View details for DOI 10.1371/journal.pone.0213952
View details for PubMedID 32069284
Comparisons of white matter (WM) fractional anisotropy (FA) values between mild traumatic brain injury (mTBI) patients and controls have revealed inconsistencies in the directions of the resulting FA changes. To address these discrepancies, we examined hemispheric FA symmetry levels across WM tracts in 150 mTBI patients relative to 96 military controls. Automated fiber quantification was used to extract 18 WM tracts with 100 FA values, which were used to compute correlation strengths between the 9 bilateral tract pairs. The Fisher z-transformed Pearson's r values were entered into an analysis of covariance examining the effects of group (mTBI and controls) and age on symmetry levels within each tract pair.
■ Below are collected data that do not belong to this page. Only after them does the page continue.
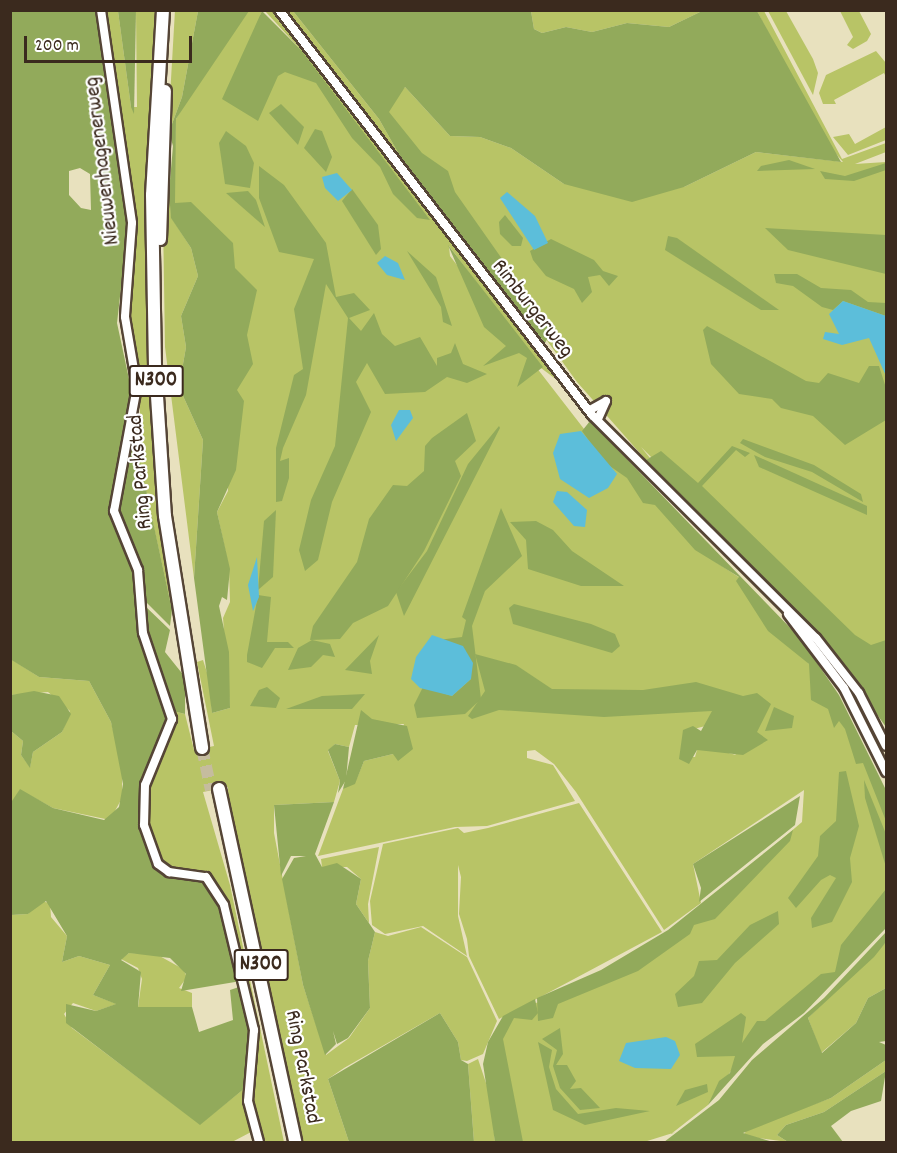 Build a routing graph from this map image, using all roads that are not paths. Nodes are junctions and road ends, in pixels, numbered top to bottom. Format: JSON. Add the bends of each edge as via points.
{"nodes":[{"id":1,"x":100,"y":10,"type":"edge"},
{"id":2,"x":163,"y":10,"type":"edge"},
{"id":3,"x":171,"y":10,"type":"edge"},
{"id":4,"x":279,"y":10,"type":"edge"},
{"id":5,"x":590,"y":410,"type":"junction"},
{"id":6,"x":598,"y":418,"type":"junction"},
{"id":7,"x":783,"y":606,"type":"junction"},
{"id":8,"x":886,"y":746,"type":"edge"},
{"id":9,"x":885,"y":766,"type":"edge"},
{"id":10,"x":258,"y":1139,"type":"edge"},
{"id":11,"x":287,"y":1143,"type":"edge"},
{"id":12,"x":295,"y":1143,"type":"edge"}],
"edges":[{"from":1,"to":10,"type":"street","name":"Nieuwenhagenerweg","via":[[132,223],[125,317],[137,387],[114,512],[138,570],[143,633],[172,719],[145,785],[144,825],[158,864],[173,872],[206,877],[224,905],[254,1030],[248,1096]]},
{"from":2,"to":3,"type":"highway","name":"Ring Parkstad","number":"N300","via":[[152,183],[155,366],[169,550],[206,747],[173,515],[162,367],[161,185]]},
{"from":4,"to":5,"type":"street","name":"Rimburgerweg"},
{"from":5,"to":6,"type":"street","name":"Rimburgerweg"},
{"from":5,"to":6,"type":"street","via":[[607,403]]},
{"from":6,"to":7,"type":"street","name":"Rimburgerweg"},
{"from":7,"to":8,"type":"street","name":"Rimburgerweg","via":[[836,663]]},
{"from":7,"to":9,"type":"street","name":"Rimburgerweg","via":[[844,688]]},
{"from":11,"to":12,"type":"highway","name":"Ring Parkstad","number":"N300","via":[[215,789]]}]} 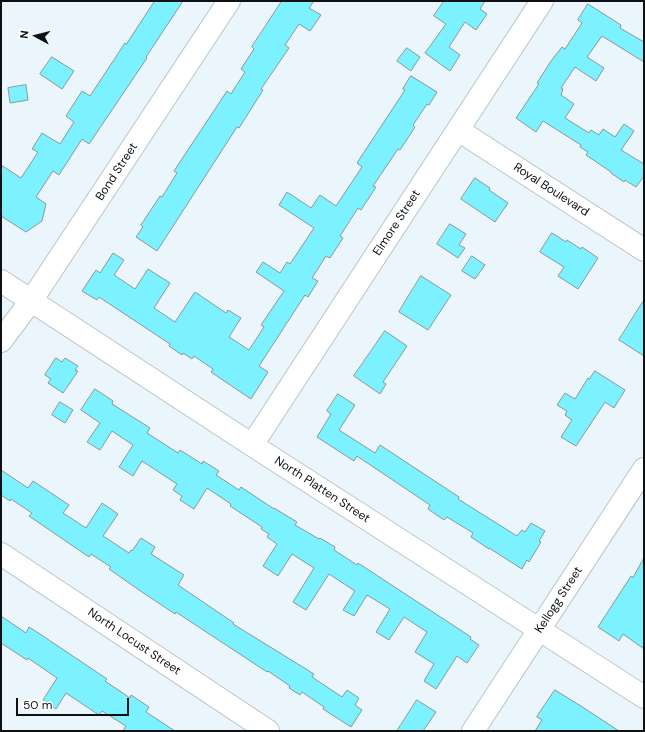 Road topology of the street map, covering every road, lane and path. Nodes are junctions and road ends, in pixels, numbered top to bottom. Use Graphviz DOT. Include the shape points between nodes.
graph roads {
  1 [pos="230,1"];
  2 [pos="542,1"];
  3 [pos="458,130"];
  4 [pos="644,250"];
  5 [pos="1,281"];
  6 [pos="31,301"];
  7 [pos="1,341"];
  8 [pos="252,445"];
  9 [pos="644,469"];
  10 [pos="1,554"];
  11 [pos="539,630"];
  12 [pos="644,697"];
  13 [pos="268,731"];
  14 [pos="474,731"];
  1 -- 6 [label="street, Bond Street"];
  2 -- 3 [label="street, Elmore Street"];
  3 -- 4 [label="street, Royal Boulevard"];
  3 -- 8 [label="street, Elmore Street"];
  5 -- 6 [label="street, North Platten Street"];
  6 -- 7 [label="street, Bond Street"];
  6 -- 8 [label="street, North Platten Street"];
  8 -- 11 [label="street, North Platten Street"];
  9 -- 11 [label="street, Kellogg Street"];
  10 -- 13 [label="street, North Locust Street"];
  11 -- 12 [label="street, North Platten Street"];
  11 -- 14 [label="street, Kellogg Street"];
} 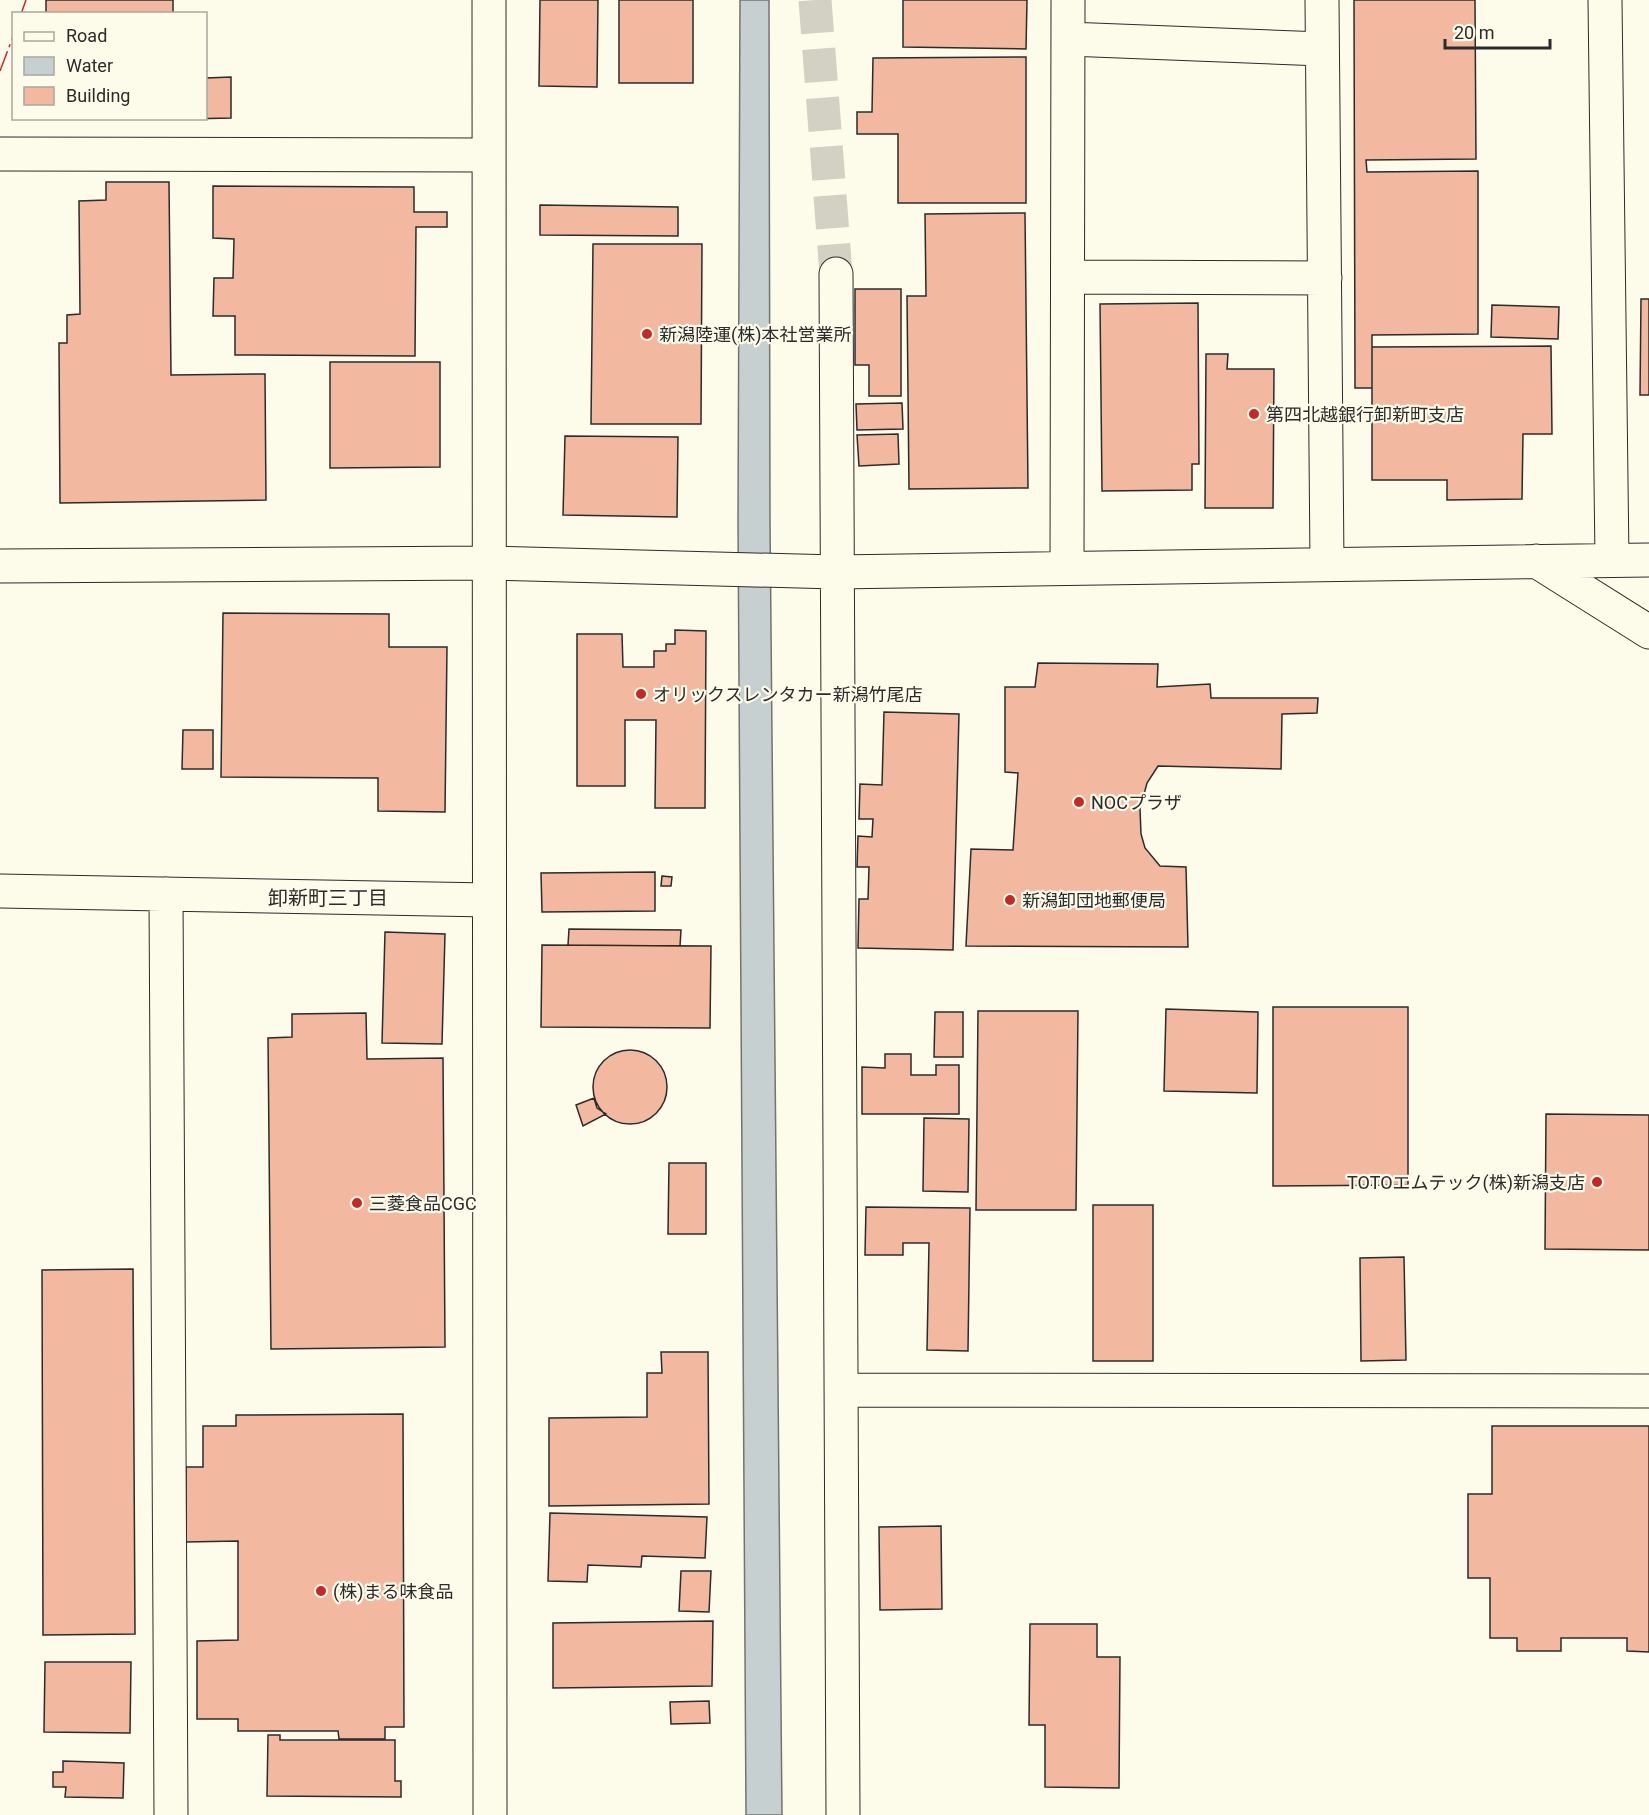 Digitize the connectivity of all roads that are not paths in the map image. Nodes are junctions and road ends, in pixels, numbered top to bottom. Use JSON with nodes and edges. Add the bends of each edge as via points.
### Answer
{"nodes":[{"id":1,"x":489,"y":0,"type":"edge"},
{"id":2,"x":1068,"y":0,"type":"edge"},
{"id":3,"x":1322,"y":0,"type":"edge"},
{"id":4,"x":1605,"y":0,"type":"edge"},
{"id":5,"x":1068,"y":39,"type":"junction"},
{"id":6,"x":1322,"y":49,"type":"junction"},
{"id":7,"x":0,"y":154,"type":"edge"},
{"id":8,"x":488,"y":154,"type":"junction"},
{"id":9,"x":836,"y":274,"type":"tunnel mouth"},
{"id":10,"x":1068,"y":277,"type":"junction"},
{"id":11,"x":1324,"y":278,"type":"junction"},
{"id":12,"x":1612,"y":560,"type":"junction"},
{"id":13,"x":1649,"y":560,"type":"edge"},
{"id":14,"x":1536,"y":561,"type":"junction"},
{"id":15,"x":489,"y":563,"type":"junction"},
{"id":16,"x":1327,"y":564,"type":"junction"},
{"id":17,"x":0,"y":566,"type":"edge"},
{"id":18,"x":1067,"y":568,"type":"junction"},
{"id":19,"x":836,"y":572,"type":"junction"},
{"id":20,"x":1649,"y":632,"type":"edge"},
{"id":21,"x":0,"y":891,"type":"edge"},
{"id":22,"x":166,"y":894,"type":"junction"},
{"id":23,"x":489,"y":900,"type":"junction"},
{"id":24,"x":843,"y":1390,"type":"junction"},
{"id":25,"x":1649,"y":1391,"type":"edge"},
{"id":26,"x":171,"y":1815,"type":"edge"},
{"id":27,"x":490,"y":1815,"type":"edge"},
{"id":28,"x":843,"y":1815,"type":"edge"}],
"edges":[{"from":1,"to":8,"type":"street"},
{"from":2,"to":5,"type":"street"},
{"from":3,"to":6,"type":"street"},
{"from":4,"to":12,"type":"street"},
{"from":5,"to":6,"type":"street"},
{"from":5,"to":10,"type":"street"},
{"from":6,"to":11,"type":"street"},
{"from":7,"to":8,"type":"street"},
{"from":8,"to":15,"type":"street"},
{"from":9,"to":19,"type":"street"},
{"from":10,"to":11,"type":"street"},
{"from":10,"to":18,"type":"street"},
{"from":11,"to":16,"type":"street"},
{"from":12,"to":13,"type":"street"},
{"from":12,"to":14,"type":"street"},
{"from":14,"to":16,"type":"street"},
{"from":14,"to":20,"type":"street"},
{"from":15,"to":17,"type":"street"},
{"from":15,"to":19,"type":"street"},
{"from":15,"to":23,"type":"street"},
{"from":16,"to":18,"type":"street"},
{"from":18,"to":19,"type":"street"},
{"from":19,"to":24,"type":"street"},
{"from":21,"to":22,"type":"street"},
{"from":22,"to":23,"type":"street"},
{"from":22,"to":26,"type":"street"},
{"from":23,"to":27,"type":"street"},
{"from":24,"to":25,"type":"street"},
{"from":24,"to":28,"type":"street"}]} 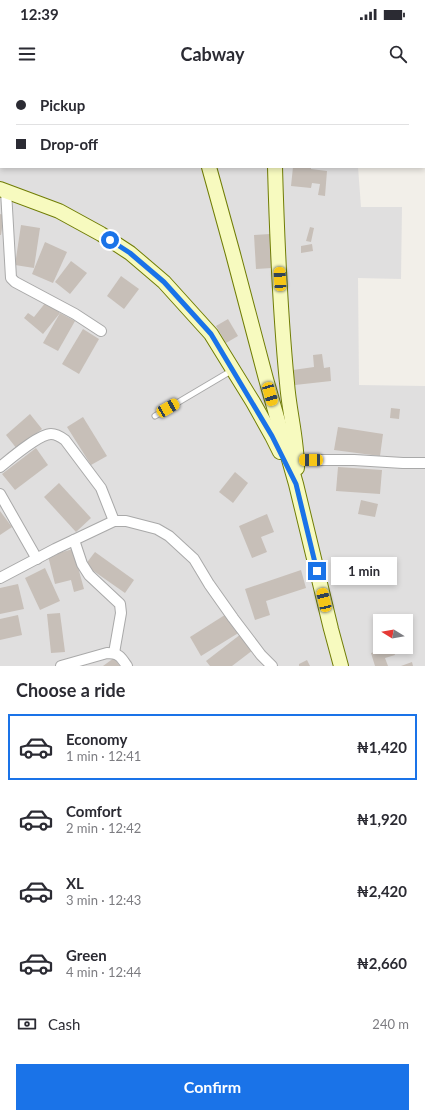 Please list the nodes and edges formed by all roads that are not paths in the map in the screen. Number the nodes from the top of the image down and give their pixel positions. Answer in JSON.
{"nodes":[{"id":1,"x":209,"y":168,"type":"edge"},
{"id":2,"x":275,"y":168,"type":"edge"},
{"id":3,"x":3,"y":190,"type":"edge"},
{"id":4,"x":101,"y":331,"type":"dead end"},
{"id":5,"x":232,"y":370,"type":"junction"},
{"id":6,"x":155,"y":416,"type":"dead end"},
{"id":7,"x":297,"y":460,"type":"junction"},
{"id":8,"x":425,"y":463,"type":"edge"},
{"id":9,"x":0,"y":467,"type":"edge"},
{"id":10,"x":296,"y":484,"type":"junction"},
{"id":11,"x":0,"y":494,"type":"edge"},
{"id":12,"x":114,"y":522,"type":"junction"},
{"id":13,"x":74,"y":540,"type":"junction"},
{"id":14,"x":37,"y":559,"type":"junction"},
{"id":15,"x":0,"y":578,"type":"edge"},
{"id":16,"x":114,"y":653,"type":"junction"},
{"id":17,"x":61,"y":666,"type":"edge"},
{"id":18,"x":127,"y":666,"type":"edge"},
{"id":19,"x":272,"y":666,"type":"edge"},
{"id":20,"x":341,"y":666,"type":"edge"}],
"edges":[{"from":1,"to":10,"type":"main road"},
{"from":2,"to":7,"type":"main road"},
{"from":3,"to":4,"type":"street"},
{"from":3,"to":5,"type":"main road"},
{"from":5,"to":6,"type":"lane"},
{"from":5,"to":10,"type":"main road"},
{"from":7,"to":8,"type":"street"},
{"from":7,"to":10,"type":"main road"},
{"from":9,"to":12,"type":"street"},
{"from":10,"to":20,"type":"main road"},
{"from":11,"to":14,"type":"street"},
{"from":12,"to":13,"type":"street"},
{"from":12,"to":19,"type":"street"},
{"from":13,"to":14,"type":"street"},
{"from":13,"to":16,"type":"street"},
{"from":14,"to":15,"type":"street"},
{"from":16,"to":17,"type":"street"},
{"from":16,"to":18,"type":"street"}]}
The mTBI group displayed lower symmetry levels in the cortico-spinal tract and the inferior longitudinal fasciculus. Interactions between age and group were detected in the inferior fronto-occipital (IFOF), uncinate (UF), and superior longitudinal fasciculi (SLF). A similar pattern emerged in the IFOF and the UF, revealing age-related symmetry decreases in the mTBI patients despite stable levels of symmetry across age in controls. In contrast, while the control group's symmetry levels actually increased with age in the SLF, no age-related symmetry changes were detected across the mTBI participants. Here we proposed WM symmetry measures as a potential means of circumventing directional inconsistencies of trauma-related FA changes, as well as capturing more within-tract and within-subject variances of DTI metrics. Further, we demonstrated the method's utility in detecting mTBI-specific effects and their associated interactions with age.